STANDARD FOR SUMMARY JUDGMENT

The standard for summary judgment has been revisited by the First Circuit Court of Appeals on several occasions. Serapion v. Martinez, 119 F.3d 982, 986 (1st Cir.1997), citing McCarthy v. Northwest Airlines, Inc., 56 F.3d 313, 315 (1st Cir.1995)(collecting cases); Coyne v. Taber Partners I, 53 F.3d 454, 457 (1st Cir.1995)(same). A court may grant summary judgment only “if the pleadings, depositions, answers to interrogatories, and admissions on file, together with the affidavits, if any, show that there is no genuine issue as to any material fact and that the moving party is entitled to judgment as a matter of law.” Fed.R.Civ.P.56(c).

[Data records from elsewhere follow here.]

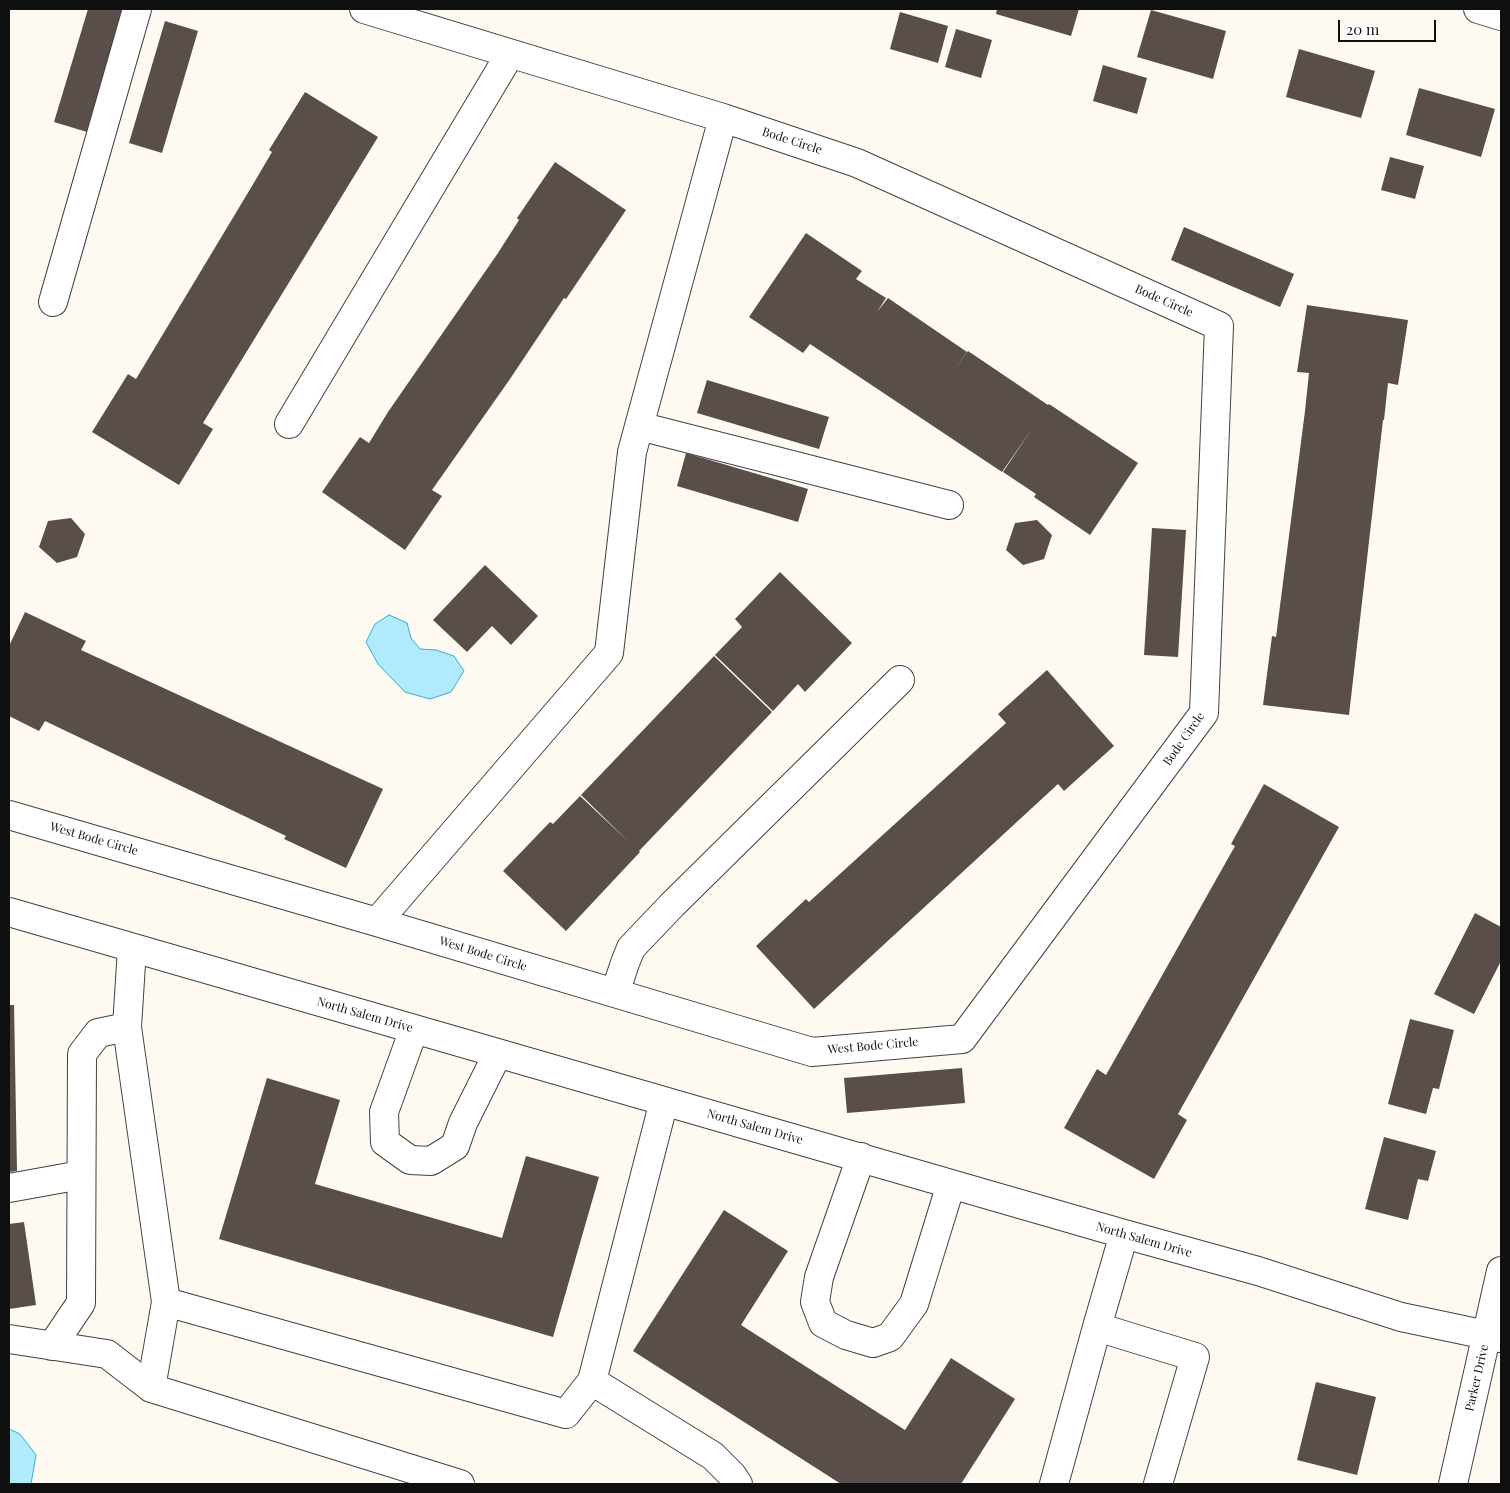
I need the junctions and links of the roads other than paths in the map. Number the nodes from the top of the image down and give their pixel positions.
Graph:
1 (137, 9) edge
2 (364, 9) edge
3 (1478, 9) edge
4 (1501, 16) edge
5 (510, 54) junction
6 (723, 118) junction
7 (53, 302) dead end
8 (289, 424) dead end
9 (639, 426) junction
10 (949, 505) dead end
11 (900, 680) dead end
12 (9, 814) edge
13 (9, 912) edge
14 (378, 922) junction
15 (132, 948) junction
16 (615, 993) junction
17 (127, 1027) junction
18 (414, 1029) junction
19 (962, 1039) joint
20 (498, 1053) junction
21 (664, 1101) junction
22 (861, 1157) junction
23 (81, 1175) junction
24 (951, 1184) junction
25 (9, 1188) edge
26 (1124, 1234) junction
27 (1501, 1271) edge
28 (166, 1302) junction
29 (1097, 1327) junction
30 (1494, 1336) edge
31 (9, 1339) edge
32 (52, 1346) junction
33 (592, 1381) junction
34 (150, 1388) junction
35 (460, 1484) edge
36 (738, 1484) edge
37 (1054, 1484) edge
38 (1158, 1484) edge
39 (1453, 1484) edge

1 - 7 street
2 - 5 street, Bode Circle
3 - 4 street
5 - 6 street, Bode Circle
5 - 8 street
6 - 9 street
6 - 19 street, Bode Circle
9 - 10 street
9 - 14 street
11 - 16 street
12 - 14 street, West Bode Circle
13 - 15 street, North Salem Drive
14 - 16 street, West Bode Circle
15 - 17 street
15 - 18 street, North Salem Drive
16 - 19 street, West Bode Circle
17 - 23 street
17 - 28 street
18 - 20 street, North Salem Drive
18 - 20 street
20 - 21 street, North Salem Drive
21 - 22 street, North Salem Drive
21 - 33 street
22 - 24 street, North Salem Drive
22 - 24 street
23 - 25 street
23 - 32 street
24 - 26 street, North Salem Drive
26 - 29 street
26 - 30 street, North Salem Drive
27 - 30 street, Parker Drive
28 - 33 street
28 - 34 street
29 - 37 street
29 - 38 street
30 - 39 street, Parker Drive
31 - 32 street
32 - 34 street
33 - 36 street
34 - 35 street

To determine whether these criteria have been met, a court must pierce the boilerplate of the pleadings and carefully review the parties’ submissions to ascertain whether they reveal a trial worthy issue as to any material fact. Perez v. Volvo Car Corporation, 247 F.3d 303, 310 (1st Cir.2001); Grant’s Dairy-Maine, LLC v. Comm’r of Me. Dep’t of Agric., Food & Rural Res., 232 F.3d 8, 14 (1st Cir.2000); Cortes-Irizarry v. Corporation Insular, 111 F.3d 184, 187 (1st Cir.1997). A fact is “material” if it potentially could affect the suit’s outcome. Cortes-Irizarry, supra, at 187. An issue concerning such a fact is “genuine” if a reasonable factfinder, examining the evidence and drawing all reasonable inferences helpful to the party resisting summary judgment, could resolve the dispute in that party’s favor. Id.

At the summary judgment stage, the trial court examines the entire record “in the light most flattering to the nonmovant and indulges all reasonable inferences in the party’s favor. Only if the record, viewed in the manner and without regard to credibility determinations, reveals no genuine issue as to any material fact may the court enter summary judgment”. See Cadle Company v. Hayes, 116 F.3d 957, 959-60 (1st Cir.1997).

The summary judgment machinery operates in two phases. First, the movant must make a preliminary showing that there is no genuine issue of material fact which requires resolution in the crucible of trial. Once this showing has been made, the burden shifts to the nonmovant to *165 demonstrate, through specific facts, that a trialworthy issue remains. Id.

In applying the standard, the court must construe the record and all reasonable inferences from it in favor of the nonmovant (the party opposing the summary judgment motion). Suarez v. Pueblo Int’l, Inc., 229 F.3d 49, 53 (1st Cir.2000); Cortes-Irizarry, supra, at 187; see also United States v. Diebold, Inc., 369 U.S. 654, 655, 82 S.Ct. 993, 8 L.Ed.2d 176 (1962). An absence of evidence on a critical issue weighs against the party — be it the movant or the nonmovant — who would bear the burden of proof on that issue at trial. Perez, supra, at 310; see also Torres Vargas v. Santiago Cummings, 149 F.3d 29, 35-36 (1st Cir.1998); Garside v. Osco Drug, Inc., 895 F.2d 46, 48 (1st Cir.1990). Defendants must not only show that there is “no genuine issue of fact,” but also that they are “entitled to judgment as a matter of law.” Vega-Rodriguez v. Puerto Rico Telephone Co., 110 F.3d 174, 178 (1st Cir.1997).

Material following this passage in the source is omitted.